(Stored data)

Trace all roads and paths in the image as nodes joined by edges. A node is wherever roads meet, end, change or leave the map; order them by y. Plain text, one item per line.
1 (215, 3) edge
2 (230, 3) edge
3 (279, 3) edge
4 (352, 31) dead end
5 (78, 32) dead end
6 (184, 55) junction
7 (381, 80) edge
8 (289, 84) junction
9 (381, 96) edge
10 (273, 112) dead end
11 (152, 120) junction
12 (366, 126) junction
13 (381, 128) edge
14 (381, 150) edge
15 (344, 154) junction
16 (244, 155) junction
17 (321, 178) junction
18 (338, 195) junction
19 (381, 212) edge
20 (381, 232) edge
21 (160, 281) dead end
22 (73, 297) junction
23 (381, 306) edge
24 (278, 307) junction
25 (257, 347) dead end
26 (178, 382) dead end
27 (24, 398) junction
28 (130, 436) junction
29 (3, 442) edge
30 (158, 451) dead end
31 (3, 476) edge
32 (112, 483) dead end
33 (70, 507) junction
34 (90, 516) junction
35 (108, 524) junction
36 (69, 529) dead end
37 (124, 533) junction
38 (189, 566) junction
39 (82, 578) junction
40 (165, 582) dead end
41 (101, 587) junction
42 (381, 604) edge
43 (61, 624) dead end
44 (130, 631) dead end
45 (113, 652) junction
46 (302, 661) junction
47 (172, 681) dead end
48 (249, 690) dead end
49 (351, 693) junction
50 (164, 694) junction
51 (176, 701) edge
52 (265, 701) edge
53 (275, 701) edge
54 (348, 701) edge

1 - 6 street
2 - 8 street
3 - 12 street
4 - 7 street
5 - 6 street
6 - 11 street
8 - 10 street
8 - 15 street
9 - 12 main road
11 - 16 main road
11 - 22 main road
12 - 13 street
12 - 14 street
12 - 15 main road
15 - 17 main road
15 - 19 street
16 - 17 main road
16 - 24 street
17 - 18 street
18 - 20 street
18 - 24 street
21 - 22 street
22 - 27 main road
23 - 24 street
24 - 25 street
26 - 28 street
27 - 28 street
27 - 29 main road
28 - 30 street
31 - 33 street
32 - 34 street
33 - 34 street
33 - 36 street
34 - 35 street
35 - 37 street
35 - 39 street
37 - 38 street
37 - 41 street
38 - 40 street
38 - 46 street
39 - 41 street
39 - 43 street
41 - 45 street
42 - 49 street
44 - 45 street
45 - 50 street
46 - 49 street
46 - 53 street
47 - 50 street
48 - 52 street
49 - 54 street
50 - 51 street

TASK STATEMENT -> Write out the records shown above, exactly as they appear.

EXPECTED ANSWER ->
Trace all roads and paths in the image as nodes joined by edges. A node is wherever roads meet, end, change or leave the map; order them by y. Plain text, one item per line.
1 (215, 3) edge
2 (230, 3) edge
3 (279, 3) edge
4 (352, 31) dead end
5 (78, 32) dead end
6 (184, 55) junction
7 (381, 80) edge
8 (289, 84) junction
9 (381, 96) edge
10 (273, 112) dead end
11 (152, 120) junction
12 (366, 126) junction
13 (381, 128) edge
14 (381, 150) edge
15 (344, 154) junction
16 (244, 155) junction
17 (321, 178) junction
18 (338, 195) junction
19 (381, 212) edge
20 (381, 232) edge
21 (160, 281) dead end
22 (73, 297) junction
23 (381, 306) edge
24 (278, 307) junction
25 (257, 347) dead end
26 (178, 382) dead end
27 (24, 398) junction
28 (130, 436) junction
29 (3, 442) edge
30 (158, 451) dead end
31 (3, 476) edge
32 (112, 483) dead end
33 (70, 507) junction
34 (90, 516) junction
35 (108, 524) junction
36 (69, 529) dead end
37 (124, 533) junction
38 (189, 566) junction
39 (82, 578) junction
40 (165, 582) dead end
41 (101, 587) junction
42 (381, 604) edge
43 (61, 624) dead end
44 (130, 631) dead end
45 (113, 652) junction
46 (302, 661) junction
47 (172, 681) dead end
48 (249, 690) dead end
49 (351, 693) junction
50 (164, 694) junction
51 (176, 701) edge
52 (265, 701) edge
53 (275, 701) edge
54 (348, 701) edge

1 - 6 street
2 - 8 street
3 - 12 street
4 - 7 street
5 - 6 street
6 - 11 street
8 - 10 street
8 - 15 street
9 - 12 main road
11 - 16 main road
11 - 22 main road
12 - 13 street
12 - 14 street
12 - 15 main road
15 - 17 main road
15 - 19 street
16 - 17 main road
16 - 24 street
17 - 18 street
18 - 20 street
18 - 24 street
21 - 22 street
22 - 27 main road
23 - 24 street
24 - 25 street
26 - 28 street
27 - 28 street
27 - 29 main road
28 - 30 street
31 - 33 street
32 - 34 street
33 - 34 street
33 - 36 street
34 - 35 street
35 - 37 street
35 - 39 street
37 - 38 street
37 - 41 street
38 - 40 street
38 - 46 street
39 - 41 street
39 - 43 street
41 - 45 street
42 - 49 street
44 - 45 street
45 - 50 street
46 - 49 street
46 - 53 street
47 - 50 street
48 - 52 street
49 - 54 street
50 - 51 street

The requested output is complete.